2004 maritime treaty between Australia and New Zealand

The Australia–New Zealand Maritime Treaty is a 2004 treaty between Australia and New Zealand in which the two countries formally delimited the maritime boundary between the two countries.

The treaty was signed in Adelaide on 25 July 2004 by Minister for Foreign Affairs (Australia) Alexander Downer and Foreign Minister of New Zealand Phil Goff. It formalised the ocean borders that had been de facto recognised by both countries since the early 1980s, when the United Nations Convention on the Law of the Sea was created.

The treaty defines the boundaries between Australia and New Zealand's exclusive economic zones and continental shelf claims. Specifically, it defines two separate maritime boundaries, both of which are approximate median points between Australian and New Zealand territory. The two separate boundaries are not connected.

The first and more northern boundary separates the North Island and Three Kings Islands of New Zealand from Australia's Norfolk Island and Lord Howe Island.
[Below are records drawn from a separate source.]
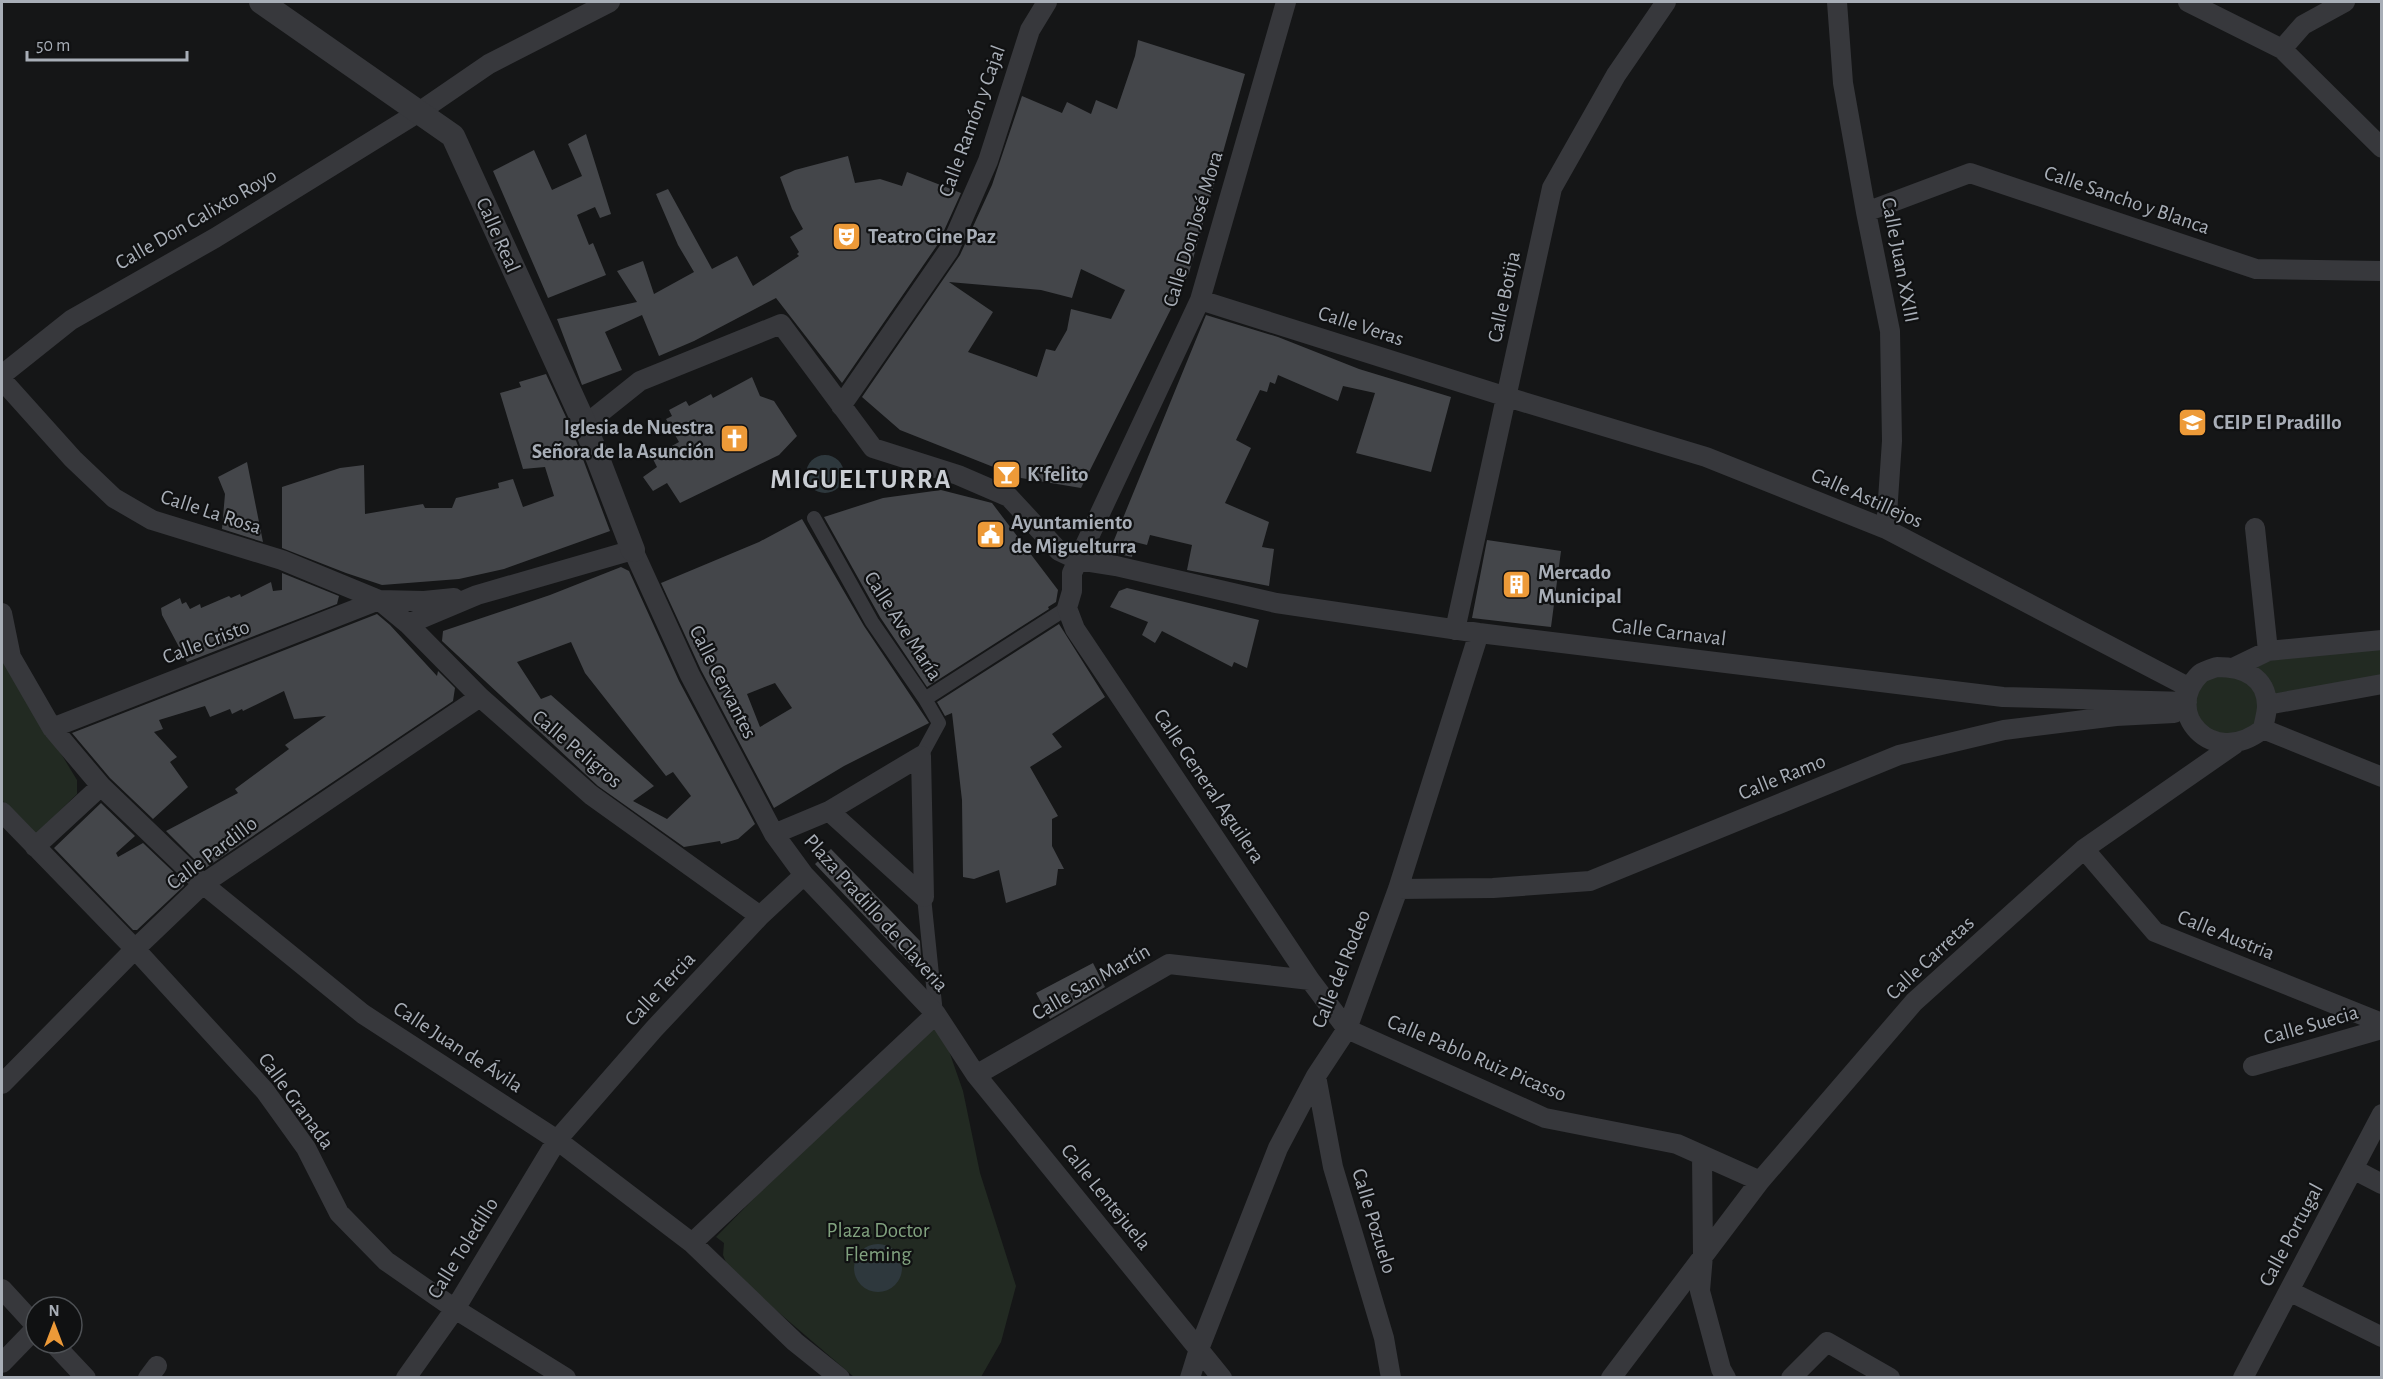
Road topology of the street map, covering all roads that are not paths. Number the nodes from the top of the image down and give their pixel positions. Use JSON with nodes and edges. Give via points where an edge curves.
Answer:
{"nodes":[{"id":1,"x":261,"y":2,"type":"edge"},
{"id":2,"x":610,"y":2,"type":"edge"},
{"id":3,"x":1047,"y":2,"type":"edge"},
{"id":4,"x":1286,"y":2,"type":"edge"},
{"id":5,"x":1666,"y":2,"type":"edge"},
{"id":6,"x":1837,"y":2,"type":"edge"},
{"id":7,"x":2188,"y":2,"type":"edge"},
{"id":8,"x":2345,"y":2,"type":"edge"},
{"id":9,"x":2282,"y":50,"type":"junction"},
{"id":10,"x":419,"y":112,"type":"junction"},
{"id":11,"x":2382,"y":148,"type":"edge"},
{"id":12,"x":1866,"y":212,"type":"junction"},
{"id":13,"x":2382,"y":271,"type":"edge"},
{"id":14,"x":1200,"y":300,"type":"junction"},
{"id":15,"x":2,"y":375,"type":"edge"},
{"id":16,"x":2,"y":380,"type":"edge"},
{"id":17,"x":1507,"y":397,"type":"junction"},
{"id":18,"x":841,"y":406,"type":"junction"},
{"id":19,"x":585,"y":425,"type":"junction"},
{"id":20,"x":814,"y":518,"type":"dead end"},
{"id":21,"x":2255,"y":528,"type":"dead end"},
{"id":22,"x":1886,"y":529,"type":"junction"},
{"id":23,"x":633,"y":550,"type":"junction"},
{"id":24,"x":1078,"y":560,"type":"junction"},
{"id":25,"x":477,"y":595,"type":"junction"},
{"id":26,"x":379,"y":600,"type":"junction"},
{"id":27,"x":1067,"y":608,"type":"junction"},
{"id":28,"x":2,"y":613,"type":"edge"},
{"id":29,"x":408,"y":624,"type":"junction"},
{"id":30,"x":1455,"y":630,"type":"junction"},
{"id":31,"x":1479,"y":633,"type":"junction"},
{"id":32,"x":2376,"y":638,"type":"edge"},
{"id":33,"x":2268,"y":651,"type":"junction"},
{"id":34,"x":2235,"y":667,"type":"junction"},
{"id":35,"x":2382,"y":684,"type":"edge"},
{"id":36,"x":480,"y":697,"type":"junction"},
{"id":37,"x":2002,"y":697,"type":"junction"},
{"id":38,"x":926,"y":699,"type":"junction"},
{"id":39,"x":2188,"y":701,"type":"junction"},
{"id":40,"x":2267,"y":705,"type":"junction"},
{"id":41,"x":52,"y":728,"type":"junction"},
{"id":42,"x":2262,"y":729,"type":"junction"},
{"id":43,"x":2004,"y":730,"type":"junction"},
{"id":44,"x":2235,"y":744,"type":"junction"},
{"id":45,"x":921,"y":756,"type":"junction"},
{"id":46,"x":2382,"y":777,"type":"edge"},
{"id":47,"x":101,"y":786,"type":"junction"},
{"id":48,"x":829,"y":811,"type":"junction"},
{"id":49,"x":2,"y":812,"type":"edge"},
{"id":50,"x":774,"y":834,"type":"junction"},
{"id":51,"x":35,"y":847,"type":"junction"},
{"id":52,"x":2084,"y":849,"type":"junction"},
{"id":53,"x":804,"y":874,"type":"junction"},
{"id":54,"x":203,"y":885,"type":"junction"},
{"id":55,"x":1398,"y":890,"type":"junction"},
{"id":56,"x":924,"y":897,"type":"junction"},
{"id":57,"x":760,"y":916,"type":"junction"},
{"id":58,"x":135,"y":950,"type":"junction"},
{"id":59,"x":1310,"y":980,"type":"junction"},
{"id":60,"x":936,"y":1014,"type":"junction"},
{"id":61,"x":2382,"y":1023,"type":"edge"},
{"id":62,"x":1347,"y":1029,"type":"junction"},
{"id":63,"x":2382,"y":1029,"type":"edge"},
{"id":64,"x":2253,"y":1066,"type":"dead end"},
{"id":65,"x":976,"y":1076,"type":"junction"},
{"id":66,"x":1316,"y":1076,"type":"junction"},
{"id":67,"x":2,"y":1084,"type":"edge"},
{"id":68,"x":2382,"y":1114,"type":"edge"},
{"id":69,"x":556,"y":1140,"type":"junction"},
{"id":70,"x":1702,"y":1155,"type":"junction"},
{"id":71,"x":2353,"y":1169,"type":"junction"},
{"id":72,"x":1760,"y":1181,"type":"junction"},
{"id":73,"x":2382,"y":1184,"type":"edge"},
{"id":74,"x":692,"y":1243,"type":"junction"},
{"id":75,"x":1703,"y":1255,"type":"junction"},
{"id":76,"x":2,"y":1289,"type":"edge"},
{"id":77,"x":2289,"y":1291,"type":"junction"},
{"id":78,"x":455,"y":1309,"type":"junction"},
{"id":79,"x":24,"y":1314,"type":"edge"},
{"id":80,"x":2382,"y":1337,"type":"edge"},
{"id":81,"x":24,"y":1340,"type":"edge"},
{"id":82,"x":1199,"y":1349,"type":"junction"},
{"id":83,"x":65,"y":1355,"type":"edge"},
{"id":84,"x":2,"y":1363,"type":"edge"},
{"id":85,"x":86,"y":1377,"type":"edge"},
{"id":86,"x":406,"y":1377,"type":"edge"},
{"id":87,"x":566,"y":1377,"type":"edge"},
{"id":88,"x":840,"y":1377,"type":"edge"},
{"id":89,"x":1190,"y":1377,"type":"edge"},
{"id":90,"x":1222,"y":1377,"type":"edge"},
{"id":91,"x":1391,"y":1377,"type":"edge"},
{"id":92,"x":1611,"y":1377,"type":"edge"},
{"id":93,"x":1726,"y":1377,"type":"edge"},
{"id":94,"x":1791,"y":1377,"type":"edge"},
{"id":95,"x":1890,"y":1377,"type":"edge"},
{"id":96,"x":2243,"y":1377,"type":"edge"}],
"edges":[{"from":1,"to":10,"type":"street","name":"Calle Real"},
{"from":2,"to":10,"type":"street","name":"Calle Don Calixto Royo","via":[[489,64]]},
{"from":3,"to":18,"type":"street","name":"Calle Ramón y Cajal","via":[[1030,30],[988,161],[949,250]]},
{"from":4,"to":14,"type":"street","name":"Calle Don José Mora"},
{"from":5,"to":17,"type":"street","name":"Calle Botija","via":[[1616,75],[1552,188]]},
{"from":6,"to":12,"type":"street","name":"Calle Juan XXIII","via":[[1843,83]]},
{"from":7,"to":9,"type":"street"},
{"from":8,"to":9,"type":"street","via":[[2303,25]]},
{"from":9,"to":11,"type":"street"},
{"from":10,"to":15,"type":"street","name":"Calle Don Calixto Royo","via":[[71,320]]},
{"from":10,"to":19,"type":"street","name":"Calle Real","via":[[453,136]]},
{"from":12,"to":13,"type":"street","name":"Calle Sancho y Blanca","via":[[1970,173],[2256,269]]},
{"from":12,"to":22,"type":"street","name":"Calle Juan XXIII","via":[[1890,331],[1892,441]]},
{"from":14,"to":17,"type":"street","name":"Calle Veras"},
{"from":14,"to":24,"type":"street","name":"Calle Don José Mora"},
{"from":16,"to":26,"type":"street","name":"Calle La Rosa","via":[[114,498],[152,520],[282,560]]},
{"from":17,"to":22,"type":"street","name":"Calle Astillejos","via":[[1706,457]]},
{"from":17,"to":30,"type":"street","name":"Calle Botija"},
{"from":18,"to":19,"type":"street","via":[[781,324],[640,381]]},
{"from":18,"to":24,"type":"street","via":[[873,448],[958,475],[1010,497],[1059,551]]},
{"from":19,"to":23,"type":"street","name":"Calle Real"},
{"from":20,"to":38,"type":"street","name":"Calle Ave María","via":[[872,622]]},
{"from":21,"to":33,"type":"street"},
{"from":22,"to":39,"type":"street","name":"Calle Astillejos"},
{"from":23,"to":25,"type":"street"},
{"from":23,"to":50,"type":"street","name":"Calle Cervantes","via":[[690,675]]},
{"from":24,"to":27,"type":"street"},
{"from":24,"to":30,"type":"street","name":"Calle Carnaval","via":[[1276,603]]},
{"from":25,"to":26,"type":"street","via":[[424,601]]},
{"from":25,"to":29,"type":"street"},
{"from":26,"to":29,"type":"street","name":"Calle Peligros"},
{"from":26,"to":41,"type":"street","name":"Calle Cristo"},
{"from":27,"to":38,"type":"street"},
{"from":27,"to":59,"type":"street","name":"Calle General Aguilera","via":[[1075,628]]},
{"from":28,"to":41,"type":"street","name":"Calle Juan de Ávila","via":[[11,657]]},
{"from":29,"to":36,"type":"street","name":"Calle Peligros"},
{"from":30,"to":31,"type":"street","name":"Calle Carnaval"},
{"from":31,"to":37,"type":"street","name":"Calle Carnaval"},
{"from":31,"to":55,"type":"street","name":"Calle del Rodeo"},
{"from":32,"to":33,"type":"street"},
{"from":33,"to":34,"type":"street"},
{"from":34,"to":39,"type":"street","via":[[2217,667],[2201,673]]},
{"from":34,"to":40,"type":"street","via":[[2251,674],[2262,687]]},
{"from":35,"to":40,"type":"street"},
{"from":36,"to":54,"type":"street","name":"Calle Pardillo"},
{"from":36,"to":57,"type":"street","name":"Calle Peligros","via":[[591,795]]},
{"from":37,"to":39,"type":"street","name":"Calle Carnaval"},
{"from":37,"to":43,"type":"street"},
{"from":38,"to":45,"type":"street","name":"Calle Ave María","via":[[939,723]]},
{"from":39,"to":43,"type":"street","name":"Calle Ramo","via":[[2116,716]]},
{"from":39,"to":44,"type":"street","via":[[2191,723],[2201,736],[2217,743]]},
{"from":40,"to":42,"type":"street"},
{"from":41,"to":47,"type":"street","name":"Calle Juan de Ávila"},
{"from":42,"to":44,"type":"street","via":[[2250,740]]},
{"from":42,"to":46,"type":"street"},
{"from":43,"to":55,"type":"street","name":"Calle Ramo","via":[[1899,755],[1590,881]]},
{"from":44,"to":52,"type":"street","name":"Calle Carretas"},
{"from":45,"to":48,"type":"street","name":"Plaza Pradillo de Claveria"},
{"from":45,"to":56,"type":"street","name":"Plaza Pradillo de Claveria"},
{"from":47,"to":51,"type":"street"},
{"from":47,"to":54,"type":"street","name":"Calle Juan de Ávila"},
{"from":48,"to":50,"type":"street","name":"Plaza Pradillo de Claveria"},
{"from":48,"to":56,"type":"street","name":"Plaza Pradillo de Claveria"},
{"from":49,"to":51,"type":"street","name":"Calle Granada"},
{"from":50,"to":53,"type":"street","name":"Plaza Pradillo de Claveria"},
{"from":51,"to":58,"type":"street","name":"Calle Granada"},
{"from":52,"to":61,"type":"street","name":"Calle Austria","via":[[2155,932]]},
{"from":52,"to":72,"type":"street","name":"Calle Carretas","via":[[1914,1002]]},
{"from":53,"to":57,"type":"street","name":"Calle Tercia"},
{"from":53,"to":60,"type":"street","name":"Plaza Pradillo de Claveria"},
{"from":54,"to":58,"type":"street","name":"Calle Pardillo"},
{"from":54,"to":69,"type":"street","name":"Calle Juan de Ávila","via":[[363,1014]]},
{"from":55,"to":62,"type":"street","name":"Calle del Rodeo"},
{"from":56,"to":60,"type":"street","name":"Plaza Pradillo de Claveria"},
{"from":57,"to":69,"type":"street","name":"Calle Tercia"},
{"from":58,"to":67,"type":"street","name":"Calle Pardillo"},
{"from":58,"to":78,"type":"street","name":"Calle Granada","via":[[265,1091],[306,1148],[339,1212],[386,1261]]},
{"from":59,"to":62,"type":"street","name":"Calle General Aguilera"},
{"from":59,"to":65,"type":"street","name":"Calle San Martín","via":[[1169,964]]},
{"from":60,"to":65,"type":"street","name":"Plaza Pradillo de Claveria"},
{"from":60,"to":74,"type":"street"},
{"from":62,"to":66,"type":"street","name":"Calle del Rodeo"},
{"from":62,"to":70,"type":"street","name":"Calle Pablo Ruiz Picasso","via":[[1545,1118],[1677,1144]]},
{"from":63,"to":64,"type":"street","name":"Calle Suecia"},
{"from":65,"to":82,"type":"street","name":"Calle Lentejuela"},
{"from":66,"to":82,"type":"street","name":"Calle del Rodeo","via":[[1278,1148]]},
{"from":66,"to":91,"type":"street","name":"Calle Pozuelo","via":[[1333,1167],[1384,1338]]},
{"from":68,"to":71,"type":"street","name":"Calle Portugal"},
{"from":69,"to":74,"type":"street","name":"Calle Juan de Ávila"},
{"from":69,"to":78,"type":"street","name":"Calle Toledillo"},
{"from":70,"to":72,"type":"street","name":"Calle Pablo Ruiz Picasso"},
{"from":70,"to":75,"type":"street"},
{"from":71,"to":73,"type":"street"},
{"from":71,"to":77,"type":"street","name":"Calle Portugal"},
{"from":72,"to":75,"type":"street","name":"Calle Carretas"},
{"from":74,"to":88,"type":"street","name":"Calle Juan de Ávila","via":[[795,1342]]},
{"from":75,"to":92,"type":"street","name":"Calle Carretas"},
{"from":75,"to":93,"type":"street","via":[[1700,1291]]},
{"from":76,"to":79,"type":"street"},
{"from":77,"to":80,"type":"street"},
{"from":77,"to":96,"type":"street","name":"Calle Portugal"},
{"from":78,"to":86,"type":"street","name":"Calle Toledillo"},
{"from":78,"to":87,"type":"street","name":"Calle Granada"},
{"from":81,"to":84,"type":"street"},
{"from":82,"to":89,"type":"street","name":"Calle del Rodeo"},
{"from":82,"to":90,"type":"street","name":"Calle Lentejuela"},
{"from":83,"to":85,"type":"street"},
{"from":94,"to":95,"type":"street","via":[[1827,1342]]}]}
The northern boundary is composed of 27 individual straight-line segments defined by 28 separate coordinate points.

The second and more southern boundary defined by the treaty separates Australia's Macquarie Island from New Zealand's Auckland Island and Campbell Island. The southern boundary is composed of nine individual straight-line maritime segments defined by ten separate coordinate points.

The treaty came into effect on 25 January 2006 after it had been ratified by both countries. The full name of the treaty is Treaty between the Government of Australia and the Government of New Zealand establishing certain Exclusive Economic Zone and Continental Shelf Boundaries.